Know Your Rights For Medical Malpractice | Dial-A-Law

A doctor or health care provider is negligent if they fail to provide the standard of care a reasonable doctor or health care provider practising in the same area would provide in similar circumstances. If the negligence causes injuries or illness to a person, the doctor or health care provider may be liable to pay damages (money to pay for the harm done) to the person.

It’s no excuse for a doctor to say, “I did my best. I just didn’t know any better.” If the doctor should have known better, they may be liable. For example, let’s say you see a doctor because you’re not feeling well. The doctor prescribes a drug to treat the symptoms you describe. You take the drug and it harms you. It turns out the drug was not appropriate, considering your medical history and the other drugs you were already taking. If other doctors with a similar type of medical practice would not have prescribed the drug, the doctor may be negligent.

Not every mistake or bad result means there was negligence

Doctors and health care providers are not liable for every mistake. The law recognizes that doctors often have to make quick decisions without the best information. The key question is this: did the doctor make a reasonable decision that other reasonable doctors would have made in the same situation — even if later it turns out to be the wrong decision that caused a bad result.

For example, you complain to your doctor of severe head pain. They examine you, carefully take your medical history, listen to you describe your symptoms, and order the right tests. Using the results of this examination, they decide you have an ordinary tension headache that will go away. Later, it turns out your doctor was wrong, and the pain was not caused by a tension headache. The doctor’s diagnosis was wrong. But your doctor still provided the proper standard of care, the same care that other doctors would have provided in this case. The doctor was not negligent and you probably won’t win if you sue the doctor for malpractice.

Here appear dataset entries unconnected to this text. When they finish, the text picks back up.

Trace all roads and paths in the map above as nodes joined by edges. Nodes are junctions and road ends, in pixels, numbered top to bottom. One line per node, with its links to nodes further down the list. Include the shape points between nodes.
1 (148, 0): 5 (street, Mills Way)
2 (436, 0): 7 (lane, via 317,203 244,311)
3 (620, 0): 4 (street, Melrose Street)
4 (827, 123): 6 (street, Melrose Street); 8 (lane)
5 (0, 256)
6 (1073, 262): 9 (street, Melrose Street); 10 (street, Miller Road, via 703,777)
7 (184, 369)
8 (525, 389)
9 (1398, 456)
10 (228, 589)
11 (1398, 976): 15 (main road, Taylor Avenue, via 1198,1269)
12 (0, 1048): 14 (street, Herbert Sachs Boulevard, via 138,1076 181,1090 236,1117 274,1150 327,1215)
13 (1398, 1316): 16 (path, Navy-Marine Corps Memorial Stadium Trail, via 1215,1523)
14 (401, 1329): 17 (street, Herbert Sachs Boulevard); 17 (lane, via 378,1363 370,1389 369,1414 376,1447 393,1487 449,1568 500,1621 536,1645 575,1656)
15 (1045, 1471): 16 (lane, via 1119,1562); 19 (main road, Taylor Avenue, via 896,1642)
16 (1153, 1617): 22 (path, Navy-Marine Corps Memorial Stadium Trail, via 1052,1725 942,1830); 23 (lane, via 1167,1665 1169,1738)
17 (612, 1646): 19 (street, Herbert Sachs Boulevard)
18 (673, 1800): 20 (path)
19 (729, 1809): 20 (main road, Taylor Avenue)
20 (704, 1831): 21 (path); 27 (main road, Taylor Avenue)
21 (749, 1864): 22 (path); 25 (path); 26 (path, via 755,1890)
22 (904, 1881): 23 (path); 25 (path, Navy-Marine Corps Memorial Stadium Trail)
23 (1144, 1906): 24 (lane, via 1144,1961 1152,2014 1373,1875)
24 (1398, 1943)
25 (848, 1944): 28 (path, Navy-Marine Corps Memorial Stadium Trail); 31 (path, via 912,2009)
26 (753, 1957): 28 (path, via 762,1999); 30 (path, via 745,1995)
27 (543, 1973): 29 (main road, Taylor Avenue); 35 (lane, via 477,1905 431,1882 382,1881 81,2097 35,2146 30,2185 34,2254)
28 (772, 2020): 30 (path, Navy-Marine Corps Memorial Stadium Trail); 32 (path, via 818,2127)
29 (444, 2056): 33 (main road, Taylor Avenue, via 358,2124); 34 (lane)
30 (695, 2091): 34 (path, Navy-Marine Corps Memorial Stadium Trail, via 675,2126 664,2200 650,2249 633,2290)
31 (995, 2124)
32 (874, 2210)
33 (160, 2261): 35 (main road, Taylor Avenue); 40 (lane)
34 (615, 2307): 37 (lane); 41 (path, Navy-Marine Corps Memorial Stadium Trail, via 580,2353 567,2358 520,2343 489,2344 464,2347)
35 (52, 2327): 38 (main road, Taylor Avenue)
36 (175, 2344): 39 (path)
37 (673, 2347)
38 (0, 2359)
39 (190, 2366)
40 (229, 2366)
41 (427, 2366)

Your doctor or health care provider must meet a standard of care

The standard of care varies with the level of specialty of the doctor. The standard may be higher for specialists. And it varies with time. Today’s standard may not be good enough next year. You can’t always expect the best care available at the most sophisticated research hospital. The standard of care may be affected by the level of hospital that treats you.

In summary, not every mistake or bad result automatically means there was negligence. A doctor may take all the right steps and still make a mistake or get a bad result.